The late agent's son said FBI Director J. Edgar Hoover sent Cowley to Chicago to lead the hunt for infamous gangster John Dillinger. After Dillinger was killed in a shootout, Nelson whose real name was Lester Joseph Gillis and who was part of Dillinger's gang became public enemy No. 1, Cowley Jr. said.
An FBI account of Cowley's death says two agents spotted Nelson driving a stolen car near Barrington, Ill. Also in the car, according to the bureau, were Nelson's wife, Helen Gillis, and an associate, John Paul Chase.
Nelson got behind the agents' car, and Chase fired five rounds from an automatic rifle into their vehicle, the account says. One agent returned fire, and a shot pierced the radiator of Nelson's car, partially disabling it.
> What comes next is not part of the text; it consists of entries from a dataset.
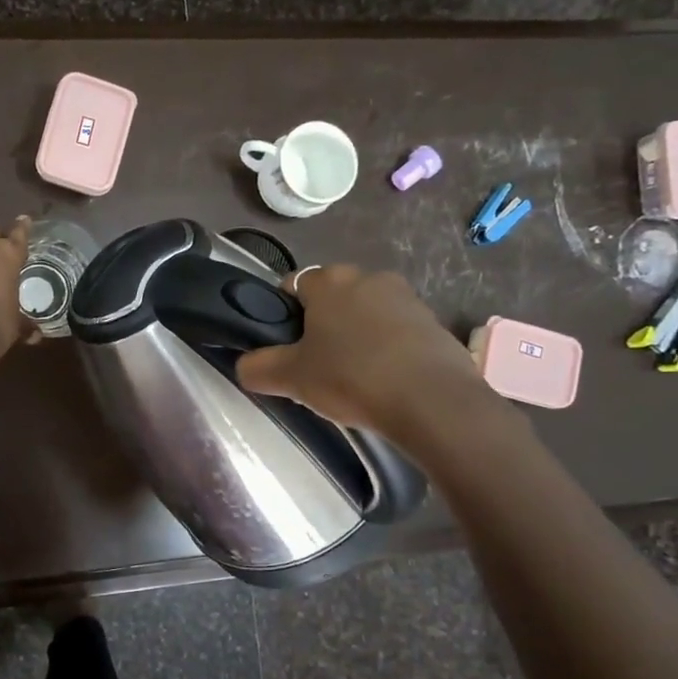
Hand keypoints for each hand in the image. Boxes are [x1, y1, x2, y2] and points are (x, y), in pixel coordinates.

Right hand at [236, 263, 512, 452]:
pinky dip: (388, 348)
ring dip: (357, 335)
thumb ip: (257, 368)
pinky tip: (385, 380)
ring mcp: (406, 297)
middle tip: (316, 364)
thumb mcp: (291, 378)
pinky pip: (398, 331)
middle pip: (332, 298)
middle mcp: (368, 276)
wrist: (432, 401)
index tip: (286, 347)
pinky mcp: (434, 322)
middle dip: (323, 324)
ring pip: (366, 313)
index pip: (293, 285)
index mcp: (329, 280)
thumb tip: (243, 365)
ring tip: (354, 377)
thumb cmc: (352, 377)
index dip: (284, 314)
As Cowley and Hollis approached the scene in their car, the FBI says, Nelson and Chase opened fire. Hollis suffered massive head wounds in the four- to five-minute gunbattle and was pronounced dead on arrival at a hospital; Cowley died the next morning after surgery for stomach wounds.
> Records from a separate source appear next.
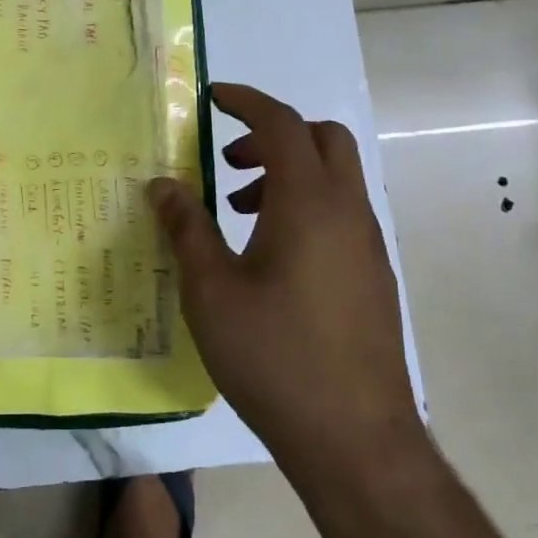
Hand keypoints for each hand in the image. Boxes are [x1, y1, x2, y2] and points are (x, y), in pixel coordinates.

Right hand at [149, 82, 417, 457]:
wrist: (355, 440)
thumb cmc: (274, 355)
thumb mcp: (211, 290)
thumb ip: (186, 228)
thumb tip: (163, 184)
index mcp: (309, 202)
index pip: (282, 124)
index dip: (246, 102)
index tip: (213, 97)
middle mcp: (348, 212)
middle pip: (322, 138)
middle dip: (274, 133)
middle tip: (229, 160)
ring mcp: (368, 245)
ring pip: (335, 177)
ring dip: (289, 172)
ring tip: (239, 212)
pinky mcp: (374, 277)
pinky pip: (341, 213)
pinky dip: (306, 205)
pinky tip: (270, 257)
Nelson, Gillis and Chase fled in Cowley's car, the FBI account says. Nelson had been hit nine times and died that evening; his body was discovered the next day near a Niles Center, Ill., cemetery.
Chase was caught about a month after the shooting, convicted of murder and sentenced to life in prison. He was paroled in 1966 and died in 1973.
Cowley Jr., a retired lawyer who was 8 months old in November 1934, said he learned about his father from his mother, other relatives and FBI agents.
Hoover allegedly said Cowley was courageous and honest, Cowley Jr. said.
Proof of his father's character also came from a man who rushed over to help at the shooting site, Cowley Jr. said.
That man later sent a letter to Cowley Jr.'s mother, Lavon Cowley, that said the agent's first words after the gunbattle were, "Did they get Hollis? If so, help him, forget me."
Cowley lay in state at the Capitol rotunda in Salt Lake City, and his funeral was held in the Assembly Hall on Temple Square. Lavon Cowley died in 1999 and is buried next to her husband.